◆ Extracted records:
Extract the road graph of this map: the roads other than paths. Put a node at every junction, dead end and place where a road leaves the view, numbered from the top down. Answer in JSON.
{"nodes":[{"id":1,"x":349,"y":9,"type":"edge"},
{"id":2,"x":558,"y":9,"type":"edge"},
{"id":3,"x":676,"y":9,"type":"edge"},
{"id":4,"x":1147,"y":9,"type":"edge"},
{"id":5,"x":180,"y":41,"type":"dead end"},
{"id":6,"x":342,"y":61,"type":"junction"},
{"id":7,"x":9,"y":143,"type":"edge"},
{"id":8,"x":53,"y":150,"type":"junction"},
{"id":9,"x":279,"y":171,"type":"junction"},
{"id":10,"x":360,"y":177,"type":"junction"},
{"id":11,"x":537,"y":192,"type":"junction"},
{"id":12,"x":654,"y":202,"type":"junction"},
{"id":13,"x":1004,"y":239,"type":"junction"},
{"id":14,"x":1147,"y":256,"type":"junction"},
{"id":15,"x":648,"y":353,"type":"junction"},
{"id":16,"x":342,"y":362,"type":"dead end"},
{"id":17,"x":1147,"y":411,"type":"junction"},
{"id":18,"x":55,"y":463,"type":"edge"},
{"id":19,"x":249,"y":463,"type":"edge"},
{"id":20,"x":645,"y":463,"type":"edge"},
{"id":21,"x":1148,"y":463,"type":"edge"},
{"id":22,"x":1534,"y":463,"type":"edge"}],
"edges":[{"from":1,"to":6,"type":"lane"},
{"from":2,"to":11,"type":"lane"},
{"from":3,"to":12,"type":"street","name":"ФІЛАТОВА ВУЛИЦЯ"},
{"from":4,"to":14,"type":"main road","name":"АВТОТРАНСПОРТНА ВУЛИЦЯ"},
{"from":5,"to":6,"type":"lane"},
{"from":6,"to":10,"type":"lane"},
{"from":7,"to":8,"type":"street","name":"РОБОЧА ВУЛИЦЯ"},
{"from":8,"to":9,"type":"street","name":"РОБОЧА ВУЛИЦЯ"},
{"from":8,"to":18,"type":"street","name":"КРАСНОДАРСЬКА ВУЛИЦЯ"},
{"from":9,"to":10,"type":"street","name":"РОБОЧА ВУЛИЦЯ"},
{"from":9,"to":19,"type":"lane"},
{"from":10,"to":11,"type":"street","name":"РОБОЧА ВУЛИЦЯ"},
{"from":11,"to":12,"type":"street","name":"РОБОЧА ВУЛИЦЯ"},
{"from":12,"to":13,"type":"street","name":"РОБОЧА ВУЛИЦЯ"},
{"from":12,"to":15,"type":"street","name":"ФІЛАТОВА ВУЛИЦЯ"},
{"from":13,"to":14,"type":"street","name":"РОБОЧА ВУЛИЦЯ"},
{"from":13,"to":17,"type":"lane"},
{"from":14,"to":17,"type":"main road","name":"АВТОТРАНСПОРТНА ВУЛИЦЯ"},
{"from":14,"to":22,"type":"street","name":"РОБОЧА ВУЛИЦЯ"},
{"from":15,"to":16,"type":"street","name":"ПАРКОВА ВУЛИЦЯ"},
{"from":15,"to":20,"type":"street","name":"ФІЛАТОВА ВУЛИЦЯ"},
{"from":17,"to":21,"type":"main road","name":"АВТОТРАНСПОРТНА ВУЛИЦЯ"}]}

◆ Task directions: Taking the entries above, please repeat each one exactly.

◆ Solved exercise:
Extract the road graph of this map: the roads other than paths. Put a node at every junction, dead end and place where a road leaves the view, numbered from the top down. Answer in JSON.
{"nodes":[{"id":1,"x":349,"y":9,"type":"edge"},
{"id":2,"x":558,"y":9,"type":"edge"},
{"id":3,"x":676,"y":9,"type":"edge"},
{"id":4,"x":1147,"y":9,"type":"edge"},
{"id":5,"x":180,"y":41,"type":"dead end"},
{"id":6,"x":342,"y":61,"type":"junction"},
{"id":7,"x":9,"y":143,"type":"edge"},
{"id":8,"x":53,"y":150,"type":"junction"},
{"id":9,"x":279,"y":171,"type":"junction"},
{"id":10,"x":360,"y":177,"type":"junction"},
{"id":11,"x":537,"y":192,"type":"junction"},
{"id":12,"x":654,"y":202,"type":"junction"},
{"id":13,"x":1004,"y":239,"type":"junction"},
{"id":14,"x":1147,"y":256,"type":"junction"},
{"id":15,"x":648,"y":353,"type":"junction"},
{"id":16,"x":342,"y":362,"type":"dead end"},
{"id":17,"x":1147,"y":411,"type":"junction"},
{"id":18,"x":55,"y":463,"type":"edge"},
{"id":19,"x":249,"y":463,"type":"edge"},
{"id":20,"x":645,"y":463,"type":"edge"},
{"id":21,"x":1148,"y":463,"type":"edge"},
{"id":22,"x":1534,"y":463,"type":"edge"}],
"edges":[{"from":1,"to":6,"type":"lane"},
{"from":2,"to":11,"type":"lane"},
{"from":3,"to":12,"type":"street","name":"ФІЛАТОВА ВУЛИЦЯ"},
{"from":4,"to":14,"type":"main road","name":"АВТОТРАНСПОРТНА ВУЛИЦЯ"},
{"from":5,"to":6,"type":"lane"},
{"from":6,"to":10,"type":"lane"},
{"from":7,"to":8,"type":"street","name":"РОБОЧА ВУЛИЦЯ"},
{"from":8,"to":9,"type":"street","name":"РОБОЧА ВУЛИЦЯ"},
{"from":8,"to":18,"type":"street","name":"КРАСНОДАРСЬКА ВУЛИЦЯ"},
{"from":9,"to":10,"type":"street","name":"РОБОЧА ВУЛИЦЯ"},
{"from":9,"to":19,"type":"lane"},
{"from":10,"to":11,"type":"street","name":"РОБОЧА ВУЛИЦЯ"},
{"from":11,"to":12,"type":"street","name":"РОБОЧА ВУЛИЦЯ"},
{"from":12,"to":13,"type":"street","name":"РОБОЧА ВУЛИЦЯ"},
{"from":12,"to":15,"type":"street","name":"ФІЛАТОВА ВУЛИЦЯ"},
{"from":13,"to":14,"type":"street","name":"РОБОЧА ВУЛИЦЯ"},
{"from":13,"to":17,"type":"lane"},
{"from":14,"to":17,"type":"main road","name":"АВТОТРАНСПОРТНА ВУЛИЦЯ"},
{"from":14,"to":22,"type":"street","name":"РОБОЧА ВУЛИЦЯ"},
{"from":15,"to":16,"type":"street","name":"ПАРКОВА ВУЛИЦЯ"},
{"from":15,"to":20,"type":"street","name":"ФІЛАТОВА ВУЛИЦЯ"},
{"from":17,"to":21,"type":"main road","name":"АВТОТРАНСПОРТНА ВУЛИЦЯ"}]}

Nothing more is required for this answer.